**Task to carry out**:
Transcribe each record below word for word.

[Stored data]

********

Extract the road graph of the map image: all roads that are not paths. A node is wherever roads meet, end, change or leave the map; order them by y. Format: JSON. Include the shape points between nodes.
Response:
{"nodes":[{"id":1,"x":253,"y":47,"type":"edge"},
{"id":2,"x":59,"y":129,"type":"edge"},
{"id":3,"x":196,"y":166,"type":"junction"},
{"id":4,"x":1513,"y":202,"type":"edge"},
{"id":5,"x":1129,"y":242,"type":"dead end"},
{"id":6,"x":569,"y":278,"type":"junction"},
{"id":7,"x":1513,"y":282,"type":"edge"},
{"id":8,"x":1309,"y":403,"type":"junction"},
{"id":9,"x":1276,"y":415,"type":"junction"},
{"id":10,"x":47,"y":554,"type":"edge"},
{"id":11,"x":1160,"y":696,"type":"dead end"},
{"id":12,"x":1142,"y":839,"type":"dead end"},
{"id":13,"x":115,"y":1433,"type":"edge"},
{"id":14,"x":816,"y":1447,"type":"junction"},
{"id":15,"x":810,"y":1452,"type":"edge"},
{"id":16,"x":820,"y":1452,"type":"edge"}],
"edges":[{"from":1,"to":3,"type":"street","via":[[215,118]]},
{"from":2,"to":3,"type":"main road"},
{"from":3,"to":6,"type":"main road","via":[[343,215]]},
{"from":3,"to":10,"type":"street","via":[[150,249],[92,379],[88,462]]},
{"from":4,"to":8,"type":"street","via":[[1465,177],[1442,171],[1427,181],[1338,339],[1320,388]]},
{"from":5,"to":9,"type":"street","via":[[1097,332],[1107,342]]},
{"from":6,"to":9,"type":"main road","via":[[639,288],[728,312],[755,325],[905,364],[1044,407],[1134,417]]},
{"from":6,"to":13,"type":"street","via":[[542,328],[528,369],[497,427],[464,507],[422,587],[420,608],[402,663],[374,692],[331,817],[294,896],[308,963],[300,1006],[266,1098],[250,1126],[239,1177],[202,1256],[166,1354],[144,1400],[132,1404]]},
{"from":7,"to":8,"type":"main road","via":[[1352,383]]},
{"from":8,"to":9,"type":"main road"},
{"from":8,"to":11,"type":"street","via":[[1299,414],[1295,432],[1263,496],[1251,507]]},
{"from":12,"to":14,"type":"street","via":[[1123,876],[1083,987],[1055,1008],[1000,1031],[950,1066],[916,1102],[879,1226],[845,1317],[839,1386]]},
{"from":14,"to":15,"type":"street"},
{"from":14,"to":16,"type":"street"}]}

********

**Your solution**:
Extract the road graph of the map image: all roads that are not paths. A node is wherever roads meet, end, change or leave the map; order them by y. Format: JSON. Include the shape points between nodes.
Response:
{"nodes":[{"id":1,"x":253,"y":47,"type":"edge"},
{"id":2,"x":59,"y":129,"type":"edge"},
{"id":3,"x":196,"y":166,"type":"junction"},
{"id":4,"x":1513,"y":202,"type":"edge"},
{"id":5,"x":1129,"y":242,"type":"dead end"},
{"id":6,"x":569,"y":278,"type":"junction"},
{"id":7,"x":1513,"y":282,"type":"edge"},
{"id":8,"x":1309,"y":403,"type":"junction"},
{"id":9,"x":1276,"y":415,"type":"junction"},
{"id":10,"x":47,"y":554,"type":"edge"},
{"id":11,"x":1160,"y":696,"type":"dead end"},
{"id":12,"x":1142,"y":839,"type":"dead end"},
{"id":13,"x":115,"y":1433,"type":"edge"},
{"id":14,"x":816,"y":1447,"type":"junction"},
{"id":15,"x":810,"y":1452,"type":"edge"},
{"id":16,"x":820,"y":1452,"type":"edge"}],
"edges":[{"from":1,"to":3,"type":"street","via":[[215,118]]},
{"from":2,"to":3,"type":"main road"},
{"from":3,"to":6,"type":"main road","via":[[343,215]]},
{"from":3,"to":10,"type":"street","via":[[150,249],[92,379],[88,462]]},
{"from":4,"to":8,"type":"street","via":[[1465,177],[1442,171],[1427,181],[1338,339],[1320,388]]},
{"from":5,"to":9,"type":"street","via":[[1097,332],[1107,342]]},
{"from":6,"to":9,"type":"main road","via":[[639,288],[728,312],[755,325],[905,364],[1044,407],[1134,417]]},
{"from":6,"to":13,"type":"street","via":[[542,328],[528,369],[497,427],[464,507],[422,587],[420,608],[402,663],[374,692],[331,817],[294,896],[308,963],[300,1006],[266,1098],[250,1126],[239,1177],[202,1256],[166,1354],[144,1400],[132,1404]]},
{"from":7,"to":8,"type":"main road","via":[[1352,383]]},
{"from":8,"to":9,"type":"main road"},
{"from":8,"to":11,"type":"street","via":[[1299,414],[1295,432],[1263,496],[1251,507]]},
{"from":12,"to":14,"type":"street","via":[[1123,876],[1083,987],[1055,1008],[1000,1031],[950,1066],[916,1102],[879,1226],[845,1317],[839,1386]]},
{"from":14,"to":15,"type":"street"},
{"from":14,"to":16,"type":"street"}]}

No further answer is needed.